Stored data:
►

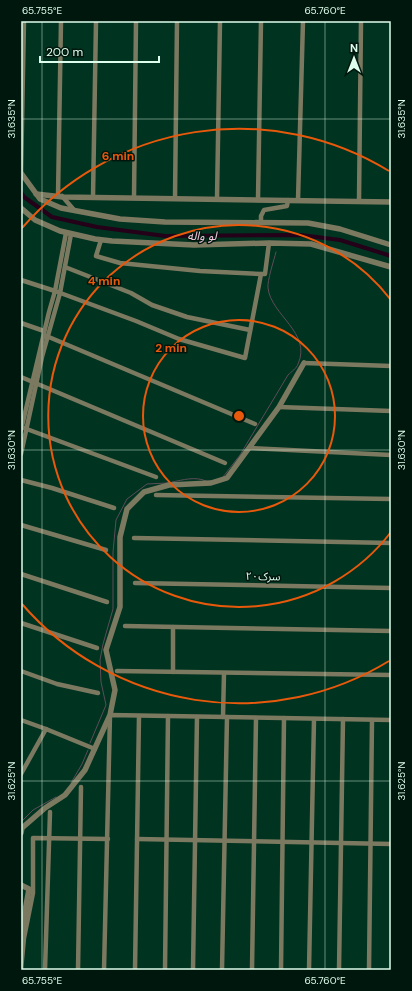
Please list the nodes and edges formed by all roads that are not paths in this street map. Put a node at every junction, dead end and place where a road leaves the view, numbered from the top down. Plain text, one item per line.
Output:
1 (24, 21) edge
2 (61, 21) edge
3 (96, 21) edge
4 (136, 21) edge
5 (178, 21) edge
6 (220, 21) edge
7 (261, 21) edge
8 (303, 21) edge
9 (361, 21) edge
10 (21, 174) edge
11 (36, 194) junction
12 (60, 195) junction
13 (93, 197) junction
14 (134, 197) junction
15 (175, 198) junction
16 (217, 199) junction
17 (258, 199) junction
18 (288, 200) junction
19 (298, 200) junction
20 (359, 201) junction
21 (391, 202) edge
22 (21, 208) edge
23 (74, 210) junction
24 (261, 222) junction
25 (69, 234) junction
26 (101, 240) junction
27 (269, 242) junction
28 (391, 245) edge
29 (391, 267) edge
30 (65, 268) junction
31 (261, 274) junction
32 (21, 280) edge
33 (58, 292) junction
34 (21, 323) edge
35 (250, 330) junction
36 (45, 334) junction
37 (304, 363) joint
38 (391, 366) edge
39 (21, 377) edge
40 (35, 382) junction
41 (279, 407) junction
42 (391, 410) edge
43 (255, 424) dead end
44 (23, 428) edge
45 (249, 448) junction
46 (21, 454) edge
47 (391, 455) edge
48 (225, 463) dead end
49 (156, 477) dead end
50 (21, 480) edge
51 (156, 496) dead end
52 (391, 499) edge
53 (114, 508) dead end
54 (21, 525) edge
55 (134, 538) dead end
56 (391, 543) edge
57 (106, 550) dead end
58 (21, 574) edge
59 (135, 583) dead end
60 (391, 588) edge
61 (107, 602) dead end
62 (21, 623) edge
63 (125, 626) dead end
64 (174, 627) junction
65 (391, 631) edge
66 (97, 648) dead end
67 (21, 671) edge
68 (117, 671) dead end
69 (173, 672) junction
70 (224, 673) junction
71 (391, 675) edge
72 (98, 693) dead end
73 (110, 715) junction
74 (139, 716) junction
75 (168, 716) junction
76 (197, 717) junction
77 (225, 717) junction
78 (256, 718) junction
79 (284, 718) junction
80 (314, 719) junction
81 (343, 719) junction
82 (21, 720) edge
83 (372, 720) junction
84 (391, 720) edge
85 (46, 729) junction
86 (95, 749) junction
87 (21, 772) edge
88 (81, 787) dead end
89 (50, 812) dead end
90 (21, 833) edge
91 (50, 838) junction
92 (79, 838) junction
93 (108, 839) junction
94 (137, 839) junction
95 (166, 840) junction
96 (195, 840) junction
97 (225, 841) junction
98 (254, 841) junction
99 (282, 842) junction
100 (312, 842) junction
101 (341, 843) junction
102 (371, 843) junction
103 (391, 844) edge
104 (21, 885) edge
105 (21, 933) edge
106 (21, 970) edge
107 (45, 970) edge
108 (78, 970) edge
109 (104, 970) edge
110 (136, 970) edge
111 (165, 970) edge
112 (193, 970) edge
113 (222, 970) edge
114 (252, 970) edge
115 (281, 970) edge
116 (309, 970) edge
117 (339, 970) edge
118 (369, 970) edge

1 - 10 street
2 - 12 street
3 - 13 street
4 - 14 street
5 - 15 street
6 - 16 street
7 - 17 street
8 - 19 street
9 - 20 street
10 - 11 street
11 - 12 street
11 - 23 street
12 - 13 street
12 - 23 street
13 - 14 street
14 - 15 street
15 - 16 street
16 - 17 street
17 - 18 street
18 - 19 street
18 - 24 street
19 - 20 street
20 - 21 street
22 - 25 street
23 - 24 street
24 - 28 street
25 - 26 street
25 - 30 street
25 - 33 street
26 - 27 street
26 - 31 street
27 - 29 street
27 - 31 street
30 - 33 street
30 - 35 street
31 - 35 street
32 - 33 street
33 - 35 street
33 - 36 street
34 - 36 street
36 - 40 street
36 - 43 street
37 - 38 street
37 - 41 street
39 - 40 street
40 - 44 street
40 - 48 street
41 - 42 street
41 - 45 street
44 - 46 street
44 - 49 street
45 - 47 street
45 - 73 street
50 - 53 street
51 - 52 street
54 - 57 street
55 - 56 street
58 - 61 street
59 - 60 street, سرک۲۰
62 - 66 street
63 - 64 street
64 - 65 street
64 - 69 street
67 - 72 street
68 - 69 street
69 - 70 street
70 - 71 street
70 - 77 street
73 - 74 street
73 - 86 street
73 - 93 street
74 - 75 street
74 - 94 street
75 - 76 street
75 - 95 street
76 - 77 street
76 - 96 street
77 - 78 street
77 - 97 street
78 - 79 street
78 - 98 street
79 - 80 street
79 - 99 street
80 - 81 street
80 - 100 street
81 - 83 street
81 - 101 street
82 - 85 street
83 - 84 street
83 - 102 street
85 - 86 street
85 - 87 street
86 - 90 street
88 - 92 street
89 - 91 street
91 - 92 street
91 - 106 street
91 - 107 street
92 - 93 street
92 - 108 street
93 - 109 street
94 - 95 street
94 - 110 street
95 - 96 street
95 - 111 street
96 - 97 street
96 - 112 street
97 - 98 street
97 - 113 street
98 - 99 street
98 - 114 street
99 - 100 street
99 - 115 street
100 - 101 street
100 - 116 street
101 - 102 street
101 - 117 street
102 - 103 street
102 - 118 street
104 - 105 street

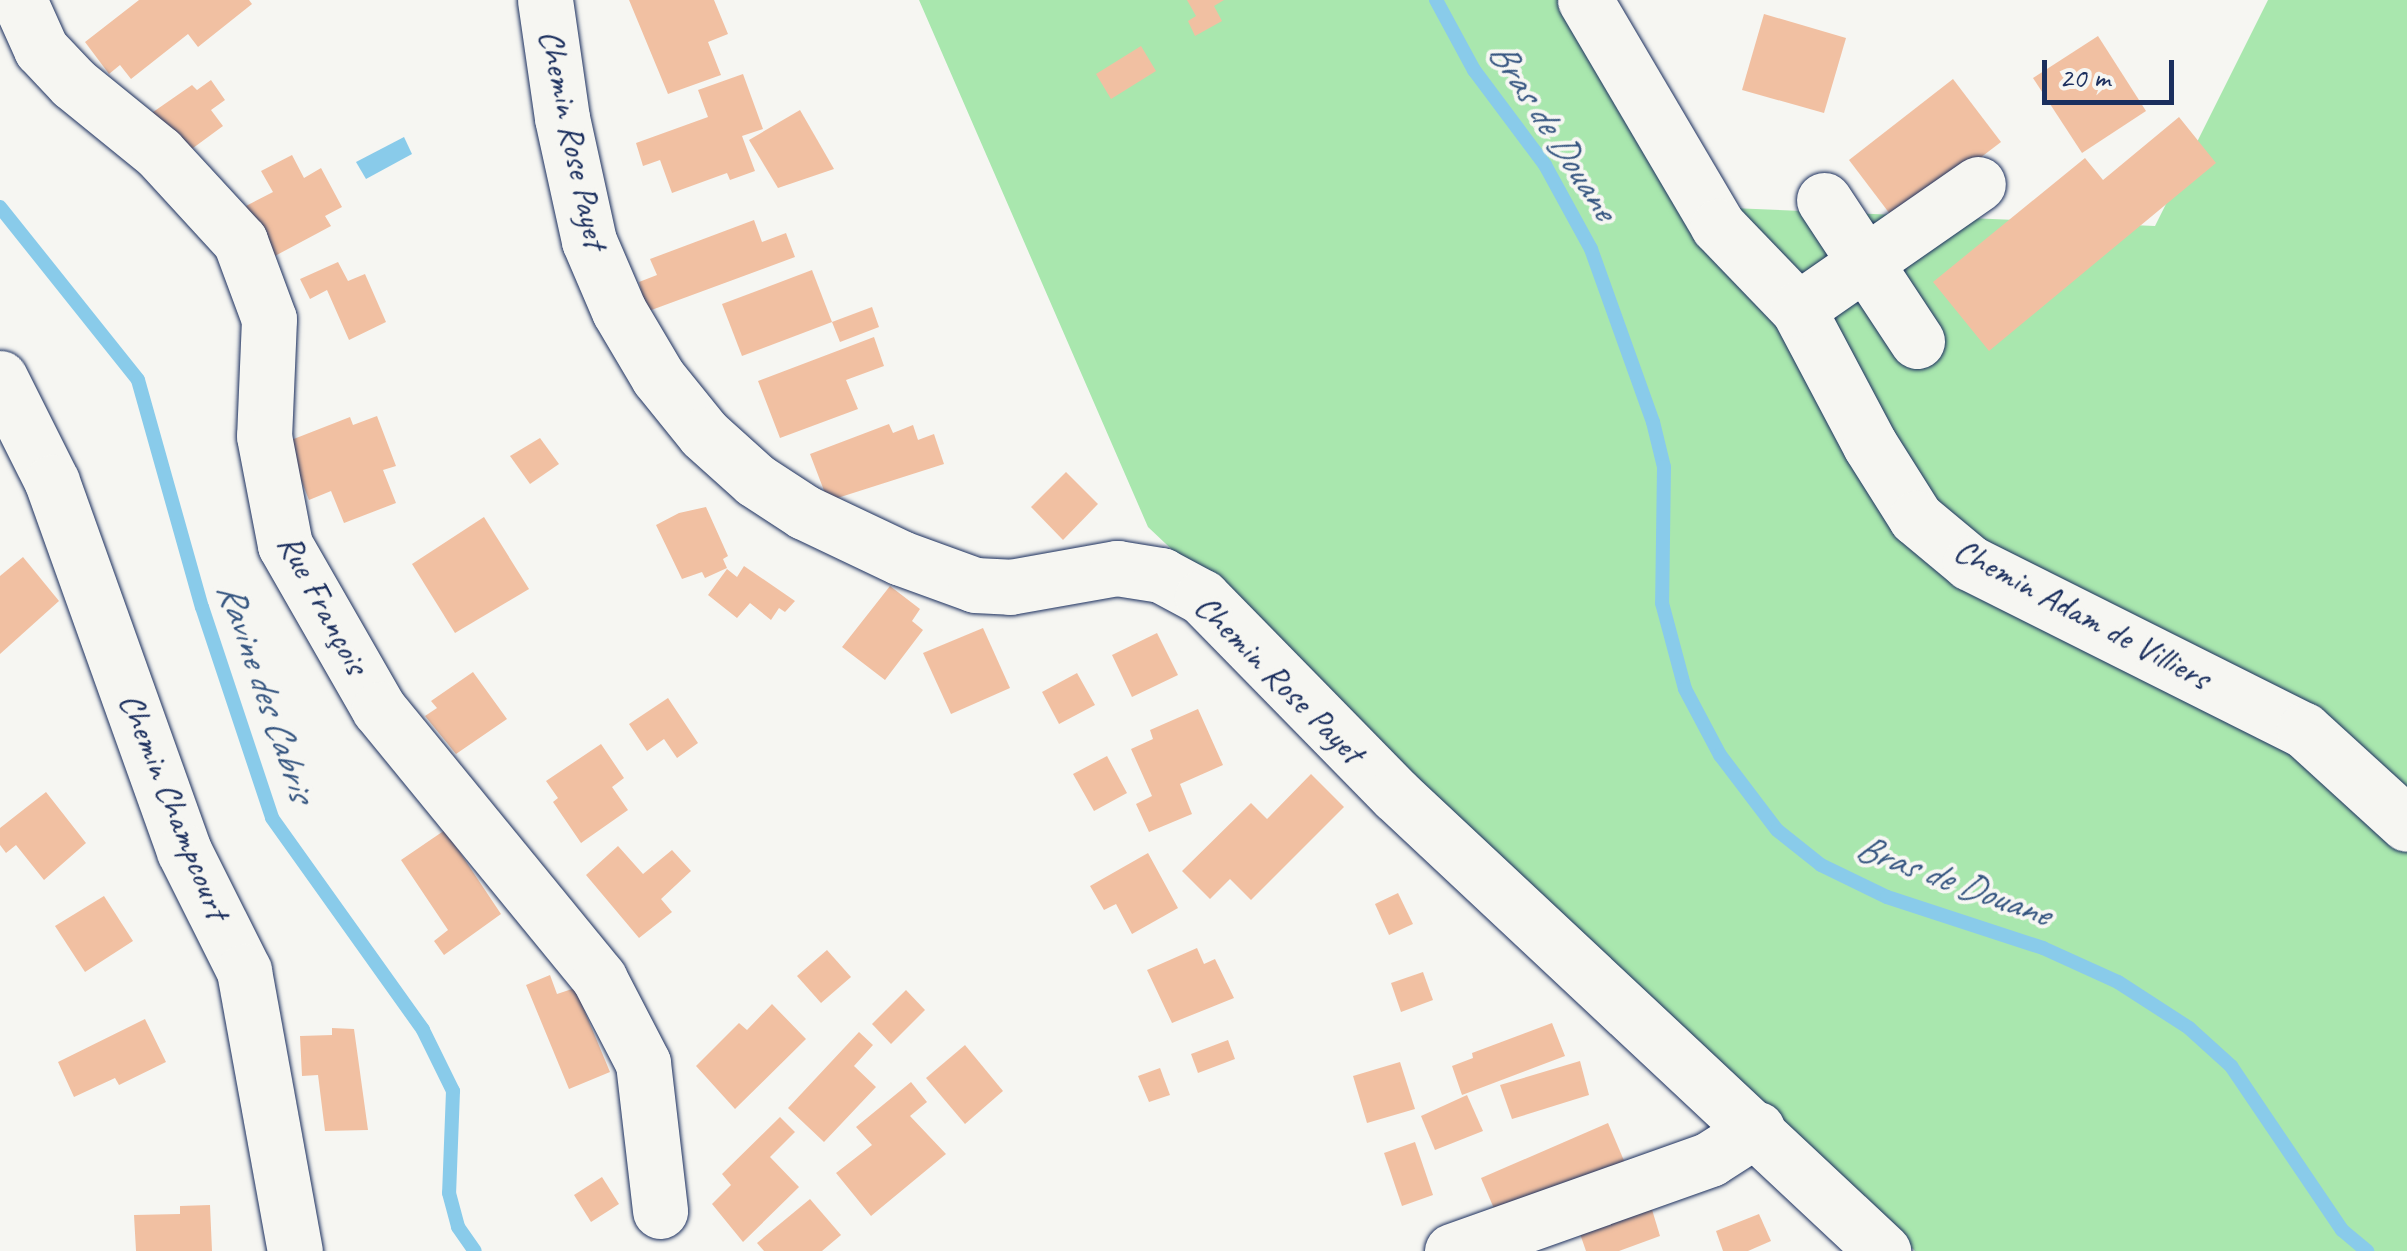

◄

**WHAT IS NEEDED:** Every record is to be restated word for word, with the pictures left out.

**OUTPUT OF THE EXERCISE:**
Please list the nodes and edges formed by all roads that are not paths in this street map. Put a node at every junction, dead end and place where a road leaves the view, numbered from the top down. Plain text, one item per line.
Output:
1 (24, 21) edge
2 (61, 21) edge
3 (96, 21) edge
4 (136, 21) edge
5 (178, 21) edge
6 (220, 21) edge
7 (261, 21) edge
8 (303, 21) edge
9 (361, 21) edge
10 (21, 174) edge
11 (36, 194) junction
12 (60, 195) junction
13 (93, 197) junction
14 (134, 197) junction
15 (175, 198) junction
16 (217, 199) junction
17 (258, 199) junction
18 (288, 200) junction
19 (298, 200) junction
20 (359, 201) junction
21 (391, 202) edge
22 (21, 208) edge
23 (74, 210) junction
24 (261, 222) junction
25 (69, 234) junction
26 (101, 240) junction
27 (269, 242) junction
28 (391, 245) edge
29 (391, 267) edge
30 (65, 268) junction
31 (261, 274) junction
32 (21, 280) edge
33 (58, 292) junction
34 (21, 323) edge
35 (250, 330) junction
36 (45, 334) junction
37 (304, 363) joint
38 (391, 366) edge
39 (21, 377) edge
40 (35, 382) junction
41 (279, 407) junction
42 (391, 410) edge
43 (255, 424) dead end
44 (23, 428) edge
45 (249, 448) junction
46 (21, 454) edge
47 (391, 455) edge
48 (225, 463) dead end
49 (156, 477) dead end
50 (21, 480) edge
51 (156, 496) dead end
52 (391, 499) edge
53 (114, 508) dead end
54 (21, 525) edge
55 (134, 538) dead end
56 (391, 543) edge
57 (106, 550) dead end
58 (21, 574) edge
59 (135, 583) dead end
60 (391, 588) edge
61 (107, 602) dead end
62 (21, 623) edge
63 (125, 626) dead end
64 (174, 627) junction
65 (391, 631) edge
66 (97, 648) dead end
67 (21, 671) edge
68 (117, 671) dead end
69 (173, 672) junction
70 (224, 673) junction
71 (391, 675) edge
72 (98, 693) dead end
73 (110, 715) junction
74 (139, 716) junction
75 (168, 716) junction
76 (197, 717) junction
77 (225, 717) junction
78 (256, 718) junction
79 (284, 718) junction
80 (314, 719) junction
81 (343, 719) junction
82 (21, 720) edge
83 (372, 720) junction
84 (391, 720) edge
85 (46, 729) junction
86 (95, 749) junction
87 (21, 772) edge
88 (81, 787) dead end
89 (50, 812) dead end
90 (21, 833) edge
91 (50, 838) junction
92 (79, 838) junction
93 (108, 839) junction
94 (137, 839) junction
95 (166, 840) junction
96 (195, 840) junction
97 (225, 841) junction
98 (254, 841) junction
99 (282, 842) junction
100 (312, 842) junction
101 (341, 843) junction
102 (371, 843) junction
103 (391, 844) edge
104 (21, 885) edge
105 (21, 933) edge
106 (21, 970) edge
107 (45, 970) edge
108 (78, 970) edge
109 (104, 970) edge
110 (136, 970) edge
111 (165, 970) edge
112 (193, 970) edge
113 (222, 970) edge
114 (252, 970) edge
115 (281, 970) edge
116 (309, 970) edge
117 (339, 970) edge
118 (369, 970) edge

1 - 10 street
2 - 12 street
3 - 13 street
4 - 14 street
5 - 15 street
6 - 16 street
7 - 17 street
8 - 19 street
9 - 20 street
10 - 11 street
11 - 12 street
11 - 23 street
12 - 13 street
12 - 23 street
13 - 14 street
14 - 15 street
15 - 16 street
16 - 17 street
17 - 18 street
18 - 19 street
18 - 24 street
19 - 20 street
20 - 21 street
22 - 25 street
23 - 24 street
24 - 28 street
25 - 26 street
25 - 30 street
25 - 33 street
26 - 27 street
26 - 31 street
27 - 29 street
27 - 31 street
30 - 33 street
30 - 35 street
31 - 35 street
32 - 33 street
33 - 35 street
33 - 36 street
34 - 36 street
36 - 40 street
36 - 43 street
37 - 38 street
37 - 41 street
39 - 40 street
40 - 44 street
40 - 48 street
41 - 42 street
41 - 45 street
44 - 46 street
44 - 49 street
45 - 47 street
45 - 73 street
50 - 53 street
51 - 52 street
54 - 57 street
55 - 56 street
58 - 61 street
59 - 60 street, سرک۲۰
62 - 66 street
63 - 64 street
64 - 65 street
64 - 69 street
67 - 72 street
68 - 69 street
69 - 70 street
70 - 71 street
70 - 77 street
73 - 74 street
73 - 86 street
73 - 93 street
74 - 75 street
74 - 94 street
75 - 76 street
75 - 95 street
76 - 77 street
76 - 96 street
77 - 78 street
77 - 97 street
78 - 79 street
78 - 98 street
79 - 80 street
79 - 99 street
80 - 81 street
80 - 100 street
81 - 83 street
81 - 101 street
82 - 85 street
83 - 84 street
83 - 102 street
85 - 86 street
85 - 87 street
86 - 90 street
88 - 92 street
89 - 91 street
91 - 92 street
91 - 106 street
91 - 107 street
92 - 93 street
92 - 108 street
93 - 109 street
94 - 95 street
94 - 110 street
95 - 96 street
95 - 111 street
96 - 97 street
96 - 112 street
97 - 98 street
97 - 113 street
98 - 99 street
98 - 114 street
99 - 100 street
99 - 115 street
100 - 101 street
100 - 116 street
101 - 102 street
101 - 117 street
102 - 103 street
102 - 118 street
104 - 105 street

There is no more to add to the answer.